Among the girls whose puberty onset before 8 years of age, who were also defined as fast progressive CPP, the FAH of the CG and MG was higher than that of NG (5.76 [3.65, 7.88], P < 0.001, 2.30[0.59, 4.02], P = 0.009). When puberty was onset after 8 years of age, who were also defined as ENP, the FAH of the CG was higher than that of NG (3.19 [1.55, 4.83], P < 0.001), and difference was presented between the MG and the NG (1.46 [− 0.01, 2.93], P = 0.051), suggesting that the monotherapy may not improve the FAH in girls who began the puberty after the age of 8 years (Fig. 2).

Subgroup analysis of final height among girls with CPP and ENP. Notes: FAH: final adult height; MD: mean difference; CI: confidence interval; GnRH: gonadotropin-releasing hormone; rhGH: recombinant human growth hormone.
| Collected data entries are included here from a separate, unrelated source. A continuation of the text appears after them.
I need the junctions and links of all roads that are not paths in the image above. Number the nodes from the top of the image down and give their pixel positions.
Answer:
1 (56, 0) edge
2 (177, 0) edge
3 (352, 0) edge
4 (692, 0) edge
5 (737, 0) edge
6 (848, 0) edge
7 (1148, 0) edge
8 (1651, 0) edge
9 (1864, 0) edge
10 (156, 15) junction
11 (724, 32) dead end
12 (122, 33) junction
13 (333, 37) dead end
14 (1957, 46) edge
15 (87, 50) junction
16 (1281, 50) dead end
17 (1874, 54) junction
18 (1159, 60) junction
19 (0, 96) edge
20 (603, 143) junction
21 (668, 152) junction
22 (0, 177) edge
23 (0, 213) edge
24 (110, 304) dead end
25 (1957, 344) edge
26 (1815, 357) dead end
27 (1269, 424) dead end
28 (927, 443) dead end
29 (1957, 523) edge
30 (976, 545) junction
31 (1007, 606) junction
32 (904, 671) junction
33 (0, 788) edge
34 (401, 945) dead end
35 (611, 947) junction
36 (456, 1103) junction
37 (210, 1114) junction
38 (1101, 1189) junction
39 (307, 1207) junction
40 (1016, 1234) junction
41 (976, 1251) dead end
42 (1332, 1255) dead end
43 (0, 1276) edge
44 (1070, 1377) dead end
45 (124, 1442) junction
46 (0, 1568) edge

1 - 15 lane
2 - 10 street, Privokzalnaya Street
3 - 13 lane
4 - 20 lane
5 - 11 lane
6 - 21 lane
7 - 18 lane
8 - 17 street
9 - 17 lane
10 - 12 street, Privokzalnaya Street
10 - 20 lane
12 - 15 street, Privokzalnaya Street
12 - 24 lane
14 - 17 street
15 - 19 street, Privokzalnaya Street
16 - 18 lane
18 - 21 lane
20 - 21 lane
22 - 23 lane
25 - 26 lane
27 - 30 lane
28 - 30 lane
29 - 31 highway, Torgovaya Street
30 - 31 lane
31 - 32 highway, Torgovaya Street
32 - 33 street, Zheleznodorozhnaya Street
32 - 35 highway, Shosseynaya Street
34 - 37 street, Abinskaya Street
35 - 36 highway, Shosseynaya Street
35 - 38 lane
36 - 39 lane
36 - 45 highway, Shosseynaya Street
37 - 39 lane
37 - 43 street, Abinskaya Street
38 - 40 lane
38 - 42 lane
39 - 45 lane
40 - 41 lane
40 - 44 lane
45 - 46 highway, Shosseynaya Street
For the girls who initiated the treatment at 6–8 years of age, the difference in FAH was observed between the MG and the NG (2.16 [− 1.61, 5.03], P = 0.262), while the FAH of the CG was higher than NG (6.67 [2.77, 10.56], P = 0.001). When the treatment initiation was at 8–10 years of age, the FAH of the CG and MG was higher than NG (4.81 [3.40, 6.23], P < 0.001, 1.80 [0.66, 2.93], P = 0.002). However, the pharmacotherapy may not improve the FAH in girls who initiated the treatment at 10–12 years of age, neither combination therapy nor monotherapy (1.41 [− 0.76, 3.58], P = 0.204, 1.70 [− 0.77, 4.16], P = 0.178) (Fig. 2).

There was a difference in FAH presented between the MG and the NG when the treatment duration of GnRHa was more than 1 year (1–2 years: 2.38 [1.13, 3.62], P < 0.001; > 2 years: 2.19 [0.31, 4.08], P = 0.023), and a difference was not observed between the two groups when the treatment duration of GnRHa was less than 1 year (0.30 [− 1.34, 1.94], P = 0.718). Besides, a difference was also presented between the CG and the MG when the treatment duration of rhGH was more than 1 year (1–2 years: 2.21 [0.74, 3.68], P = 0.003; > 2 years: 4.29 [2.20, 6.38], P < 0.001), but similar efficacy was observed between the two groups when the treatment duration of rhGH was less than 1 year (1.48 [− 0.09, 3.05], P = 0.064) (Fig. 2).

Sensitivity analysis

After excluding the girls with missing data of baseline variables, the results were consistent with those of the main analysis, suggesting that the results of multivariable linear regression were robust (Appendix S1). The baseline characteristics of enrolled patients with available data of FAH in each group were compared with those who were excluded due to the lack of FAH on account of the loss to follow-up, and the results showed that there was no difference in the baseline variables between the follow-up population and the loss to follow-up population in each group, indicating that the possibility of selection bias caused by the loss to follow-up was relatively low and had little effect on the results (Appendix S2).